-- What the task asks --
The answer should consist of all the records, written out word for word.

● ● ● ● ● ● ●

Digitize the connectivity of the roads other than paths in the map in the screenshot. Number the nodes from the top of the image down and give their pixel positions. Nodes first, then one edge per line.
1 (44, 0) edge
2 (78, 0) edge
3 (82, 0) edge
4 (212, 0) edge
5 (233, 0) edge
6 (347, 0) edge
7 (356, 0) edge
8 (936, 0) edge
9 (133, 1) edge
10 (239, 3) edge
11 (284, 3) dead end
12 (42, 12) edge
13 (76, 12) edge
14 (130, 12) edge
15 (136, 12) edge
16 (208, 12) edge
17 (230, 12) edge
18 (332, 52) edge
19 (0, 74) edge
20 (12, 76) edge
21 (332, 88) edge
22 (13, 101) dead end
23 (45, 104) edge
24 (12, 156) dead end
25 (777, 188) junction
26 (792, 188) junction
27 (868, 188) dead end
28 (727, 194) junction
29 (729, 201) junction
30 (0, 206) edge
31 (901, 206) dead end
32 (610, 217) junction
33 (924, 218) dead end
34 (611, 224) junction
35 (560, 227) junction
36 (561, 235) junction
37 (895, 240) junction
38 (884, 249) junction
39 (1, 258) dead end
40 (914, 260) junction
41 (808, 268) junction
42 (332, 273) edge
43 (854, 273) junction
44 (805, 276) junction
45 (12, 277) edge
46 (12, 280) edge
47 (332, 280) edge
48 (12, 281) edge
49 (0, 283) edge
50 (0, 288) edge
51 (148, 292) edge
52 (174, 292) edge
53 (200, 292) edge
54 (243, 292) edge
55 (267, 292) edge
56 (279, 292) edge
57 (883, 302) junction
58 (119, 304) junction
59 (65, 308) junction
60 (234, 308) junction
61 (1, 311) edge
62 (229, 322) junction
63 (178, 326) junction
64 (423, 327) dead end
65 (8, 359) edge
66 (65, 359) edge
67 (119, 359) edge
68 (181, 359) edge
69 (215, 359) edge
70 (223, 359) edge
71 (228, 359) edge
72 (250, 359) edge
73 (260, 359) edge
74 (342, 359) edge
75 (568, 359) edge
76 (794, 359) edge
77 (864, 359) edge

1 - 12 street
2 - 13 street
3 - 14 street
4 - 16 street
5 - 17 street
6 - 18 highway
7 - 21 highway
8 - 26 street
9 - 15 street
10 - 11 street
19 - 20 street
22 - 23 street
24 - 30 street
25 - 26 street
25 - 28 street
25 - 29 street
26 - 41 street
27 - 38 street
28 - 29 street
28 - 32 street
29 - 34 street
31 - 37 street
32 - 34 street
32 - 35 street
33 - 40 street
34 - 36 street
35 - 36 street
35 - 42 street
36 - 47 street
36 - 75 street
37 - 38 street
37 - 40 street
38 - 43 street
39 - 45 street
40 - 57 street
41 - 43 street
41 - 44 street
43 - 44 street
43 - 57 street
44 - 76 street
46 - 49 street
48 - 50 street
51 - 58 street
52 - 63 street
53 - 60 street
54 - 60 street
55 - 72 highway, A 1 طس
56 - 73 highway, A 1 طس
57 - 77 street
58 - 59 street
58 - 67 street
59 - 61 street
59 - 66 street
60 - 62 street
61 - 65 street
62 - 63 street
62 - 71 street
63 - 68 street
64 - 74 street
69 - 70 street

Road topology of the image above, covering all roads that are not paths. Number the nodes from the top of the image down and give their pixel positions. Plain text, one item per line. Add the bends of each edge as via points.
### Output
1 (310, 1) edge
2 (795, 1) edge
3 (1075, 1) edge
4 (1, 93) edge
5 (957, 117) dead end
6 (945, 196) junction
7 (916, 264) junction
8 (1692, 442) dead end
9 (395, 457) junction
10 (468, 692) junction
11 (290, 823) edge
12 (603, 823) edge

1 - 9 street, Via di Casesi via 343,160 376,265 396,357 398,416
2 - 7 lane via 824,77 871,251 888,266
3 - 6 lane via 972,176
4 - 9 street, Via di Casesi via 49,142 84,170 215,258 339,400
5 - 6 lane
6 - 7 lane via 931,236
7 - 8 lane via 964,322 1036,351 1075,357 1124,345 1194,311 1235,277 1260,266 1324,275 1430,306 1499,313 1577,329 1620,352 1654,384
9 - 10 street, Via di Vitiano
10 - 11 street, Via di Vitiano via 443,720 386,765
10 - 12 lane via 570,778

● ● ● ● ● ● ●

-- Solution --
Digitize the connectivity of the roads other than paths in the map in the screenshot. Number the nodes from the top of the image down and give their pixel positions. Nodes first, then one edge per line.
1 (44, 0) edge
2 (78, 0) edge
3 (82, 0) edge
4 (212, 0) edge
5 (233, 0) edge
6 (347, 0) edge
7 (356, 0) edge
8 (936, 0) edge
9 (133, 1) edge
10 (239, 3) edge
11 (284, 3) dead end
12 (42, 12) edge
13 (76, 12) edge
14 (130, 12) edge
15 (136, 12) edge
16 (208, 12) edge
17 (230, 12) edge
18 (332, 52) edge
19 (0, 74) edge
20 (12, 76) edge
21 (332, 88) edge
22 (13, 101) dead end
23 (45, 104) edge
24 (12, 156) dead end
25 (777, 188) junction
26 (792, 188) junction
27 (868, 188) dead end
28 (727, 194) junction
29 (729, 201) junction
30 (0, 206) edge
31 (901, 206) dead end
32 (610, 217) junction
33 (924, 218) dead end
34 (611, 224) junction
35 (560, 227) junction
36 (561, 235) junction
37 (895, 240) junction
38 (884, 249) junction
39 (1, 258) dead end
40 (914, 260) junction
41 (808, 268) junction
42 (332, 273) edge
43 (854, 273) junction
44 (805, 276) junction
45 (12, 277) edge
46 (12, 280) edge
47 (332, 280) edge
48 (12, 281) edge
49 (0, 283) edge
50 (0, 288) edge
51 (148, 292) edge
52 (174, 292) edge
53 (200, 292) edge
54 (243, 292) edge
55 (267, 292) edge
56 (279, 292) edge
57 (883, 302) junction
58 (119, 304) junction
59 (65, 308) junction
60 (234, 308) junction
61 (1, 311) edge
62 (229, 322) junction
63 (178, 326) junction
64 (423, 327) dead end
65 (8, 359) edge
66 (65, 359) edge
67 (119, 359) edge
68 (181, 359) edge
69 (215, 359) edge
70 (223, 359) edge
71 (228, 359) edge
72 (250, 359) edge
73 (260, 359) edge
74 (342, 359) edge
75 (568, 359) edge
76 (794, 359) edge
77 (864, 359) edge

1 - 12 street
2 - 13 street
3 - 14 street
4 - 16 street
5 - 17 street
6 - 18 highway
7 - 21 highway
8 - 26 street
9 - 15 street
10 - 11 street
19 - 20 street
22 - 23 street
24 - 30 street
25 - 26 street
25 - 28 street
25 - 29 street
26 - 41 street
27 - 38 street
28 - 29 street
28 - 32 street
29 - 34 street
31 - 37 street
32 - 34 street
32 - 35 street
33 - 40 street
34 - 36 street
35 - 36 street
35 - 42 street
36 - 47 street
36 - 75 street
37 - 38 street
37 - 40 street
38 - 43 street
39 - 45 street
40 - 57 street
41 - 43 street
41 - 44 street
43 - 44 street
43 - 57 street
44 - 76 street
46 - 49 street
48 - 50 street
51 - 58 street
52 - 63 street
53 - 60 street
54 - 60 street
55 - 72 highway, A 1 طس
56 - 73 highway, A 1 طس
57 - 77 street
58 - 59 street
58 - 67 street
59 - 61 street
59 - 66 street
60 - 62 street
61 - 65 street
62 - 63 street
62 - 71 street
63 - 68 street
64 - 74 street
69 - 70 street

Road topology of the image above, covering all roads that are not paths. Number the nodes from the top of the image down and give their pixel positions. Plain text, one item per line. Add the bends of each edge as via points.
### Output
1 (310, 1) edge
2 (795, 1) edge
3 (1075, 1) edge
4 (1, 93) edge
5 (957, 117) dead end
6 (945, 196) junction
7 (916, 264) junction
8 (1692, 442) dead end
9 (395, 457) junction
10 (468, 692) junction
11 (290, 823) edge
12 (603, 823) edge

1 - 9 street, Via di Casesi via 343,160 376,265 396,357 398,416
2 - 7 lane via 824,77 871,251 888,266
3 - 6 lane via 972,176
4 - 9 street, Via di Casesi via 49,142 84,170 215,258 339,400
5 - 6 lane
6 - 7 lane via 931,236
7 - 8 lane via 964,322 1036,351 1075,357 1124,345 1194,311 1235,277 1260,266 1324,275 1430,306 1499,313 1577,329 1620,352 1654,384
9 - 10 street, Via di Vitiano
10 - 11 street, Via di Vitiano via 443,720 386,765
10 - 12 lane via 570,778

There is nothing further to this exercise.